Stored data entries

■ ■ ■ ■ ■ ■ ■

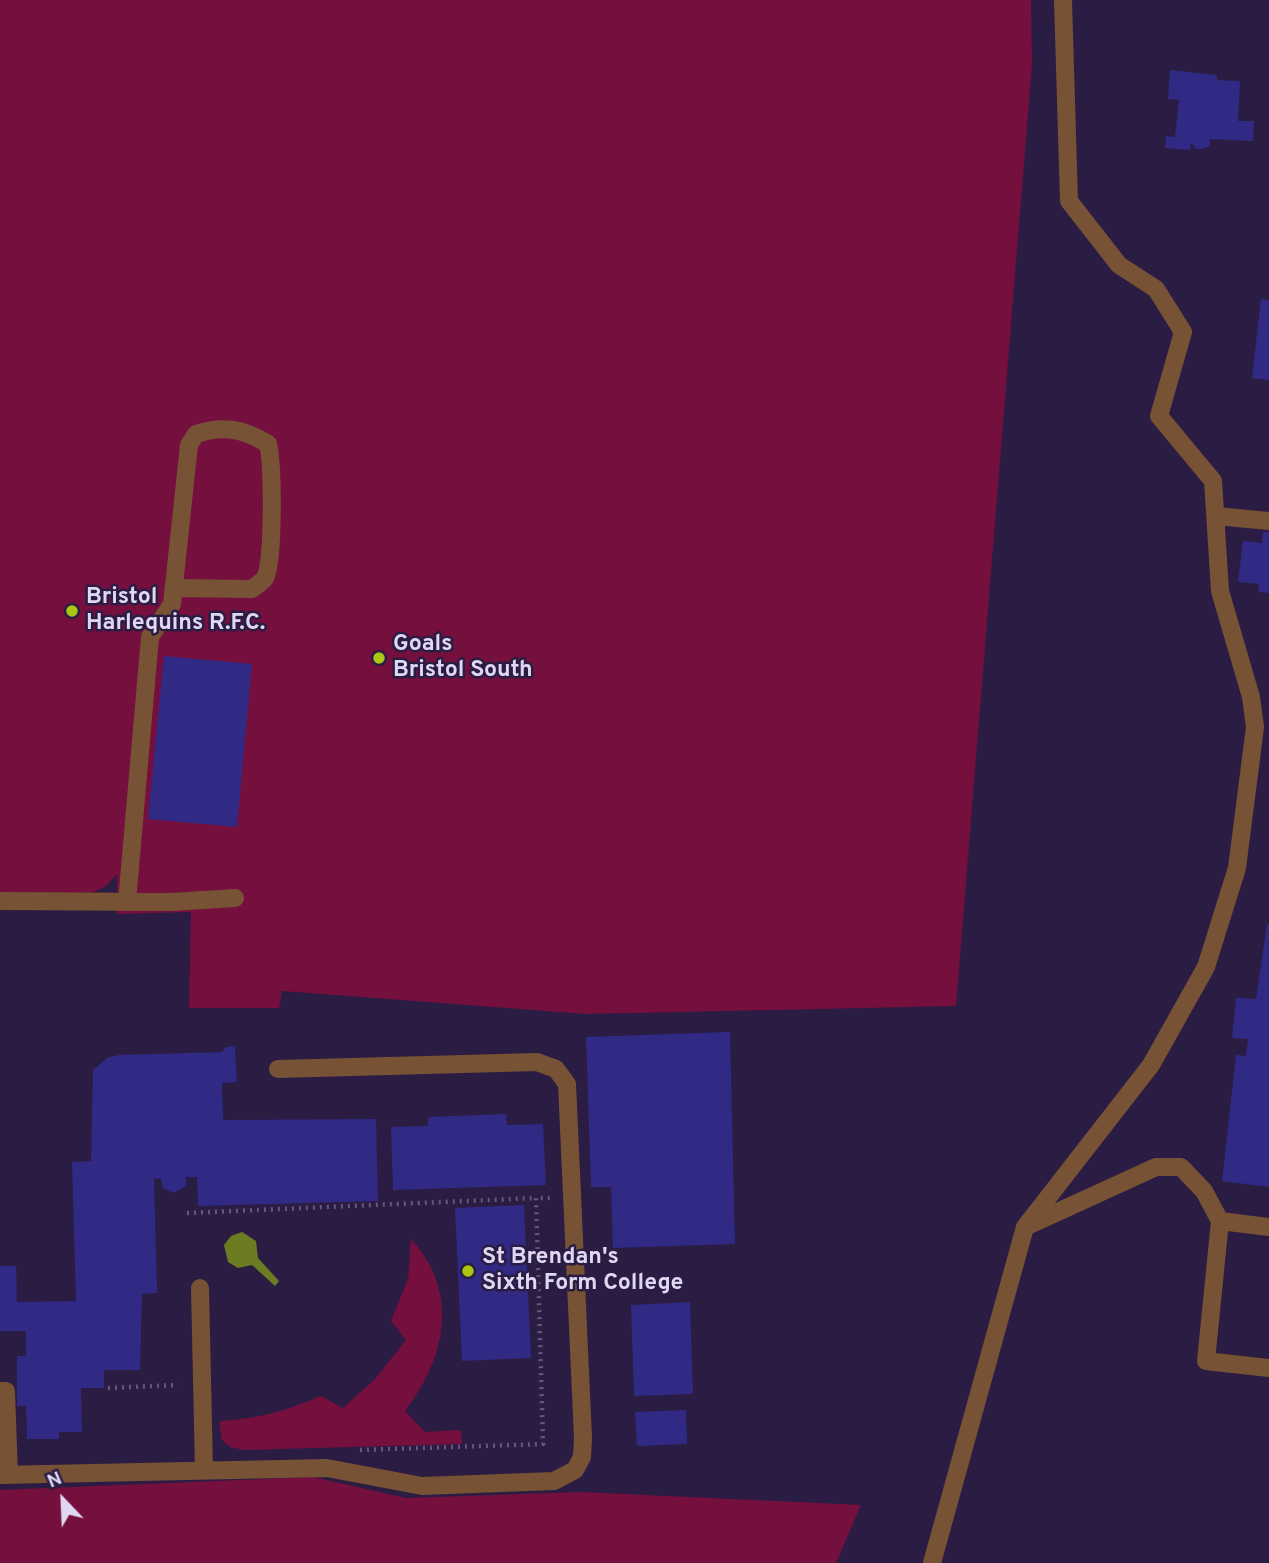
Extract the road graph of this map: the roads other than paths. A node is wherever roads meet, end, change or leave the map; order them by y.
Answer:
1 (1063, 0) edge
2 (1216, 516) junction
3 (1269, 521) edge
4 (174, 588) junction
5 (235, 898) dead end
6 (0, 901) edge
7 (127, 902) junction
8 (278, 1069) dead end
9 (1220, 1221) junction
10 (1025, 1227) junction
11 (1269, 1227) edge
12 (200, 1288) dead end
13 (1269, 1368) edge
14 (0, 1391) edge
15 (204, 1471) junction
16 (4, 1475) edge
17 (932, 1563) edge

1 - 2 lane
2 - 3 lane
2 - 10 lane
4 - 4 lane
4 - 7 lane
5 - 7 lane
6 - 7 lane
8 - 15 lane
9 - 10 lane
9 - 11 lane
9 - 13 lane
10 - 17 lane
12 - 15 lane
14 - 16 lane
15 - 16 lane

■ ■ ■ ■ ■ ■ ■

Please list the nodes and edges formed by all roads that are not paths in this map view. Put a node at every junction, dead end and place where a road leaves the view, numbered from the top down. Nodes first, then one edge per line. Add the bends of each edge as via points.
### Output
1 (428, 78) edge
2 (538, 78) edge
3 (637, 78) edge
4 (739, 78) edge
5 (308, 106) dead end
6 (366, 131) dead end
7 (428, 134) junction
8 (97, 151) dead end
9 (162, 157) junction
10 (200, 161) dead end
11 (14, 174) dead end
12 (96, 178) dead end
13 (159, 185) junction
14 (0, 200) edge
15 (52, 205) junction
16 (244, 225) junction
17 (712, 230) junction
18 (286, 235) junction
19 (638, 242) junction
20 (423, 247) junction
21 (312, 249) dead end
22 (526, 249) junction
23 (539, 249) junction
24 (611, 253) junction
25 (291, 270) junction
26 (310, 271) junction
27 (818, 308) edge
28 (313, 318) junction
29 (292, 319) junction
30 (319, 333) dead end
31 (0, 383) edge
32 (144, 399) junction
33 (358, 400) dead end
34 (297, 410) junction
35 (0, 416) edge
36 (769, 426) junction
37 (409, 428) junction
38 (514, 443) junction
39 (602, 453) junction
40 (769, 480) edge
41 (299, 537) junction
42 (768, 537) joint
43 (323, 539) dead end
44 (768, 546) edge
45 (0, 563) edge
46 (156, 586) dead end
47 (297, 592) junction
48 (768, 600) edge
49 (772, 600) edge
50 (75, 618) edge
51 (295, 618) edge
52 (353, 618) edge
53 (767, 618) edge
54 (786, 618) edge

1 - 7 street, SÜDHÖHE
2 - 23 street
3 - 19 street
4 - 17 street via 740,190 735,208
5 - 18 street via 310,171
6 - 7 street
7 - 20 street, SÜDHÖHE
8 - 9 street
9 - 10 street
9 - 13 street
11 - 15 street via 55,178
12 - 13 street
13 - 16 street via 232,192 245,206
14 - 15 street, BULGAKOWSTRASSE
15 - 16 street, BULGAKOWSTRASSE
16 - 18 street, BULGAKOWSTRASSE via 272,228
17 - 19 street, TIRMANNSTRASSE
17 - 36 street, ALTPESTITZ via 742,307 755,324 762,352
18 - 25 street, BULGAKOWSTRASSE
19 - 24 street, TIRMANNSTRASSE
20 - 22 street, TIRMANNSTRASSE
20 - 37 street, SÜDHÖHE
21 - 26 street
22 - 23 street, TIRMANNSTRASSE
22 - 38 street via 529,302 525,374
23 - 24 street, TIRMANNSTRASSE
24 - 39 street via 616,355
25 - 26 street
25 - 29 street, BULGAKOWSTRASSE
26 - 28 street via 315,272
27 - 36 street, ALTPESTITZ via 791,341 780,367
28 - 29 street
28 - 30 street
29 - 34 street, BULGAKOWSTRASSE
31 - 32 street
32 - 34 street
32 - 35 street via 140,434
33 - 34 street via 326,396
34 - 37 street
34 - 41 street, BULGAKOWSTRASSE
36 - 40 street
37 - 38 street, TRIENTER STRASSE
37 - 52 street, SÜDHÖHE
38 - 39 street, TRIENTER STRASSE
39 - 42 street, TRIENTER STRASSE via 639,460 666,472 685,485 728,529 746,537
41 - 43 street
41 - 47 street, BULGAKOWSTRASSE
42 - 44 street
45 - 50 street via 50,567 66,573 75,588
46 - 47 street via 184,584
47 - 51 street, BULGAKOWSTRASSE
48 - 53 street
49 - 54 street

■ ■ ■ ■ ■ ■ ■

● What the exercise asks:
For the entries above, state how many lines contain the word "this". Provide the number by itself.

● Answer section:
2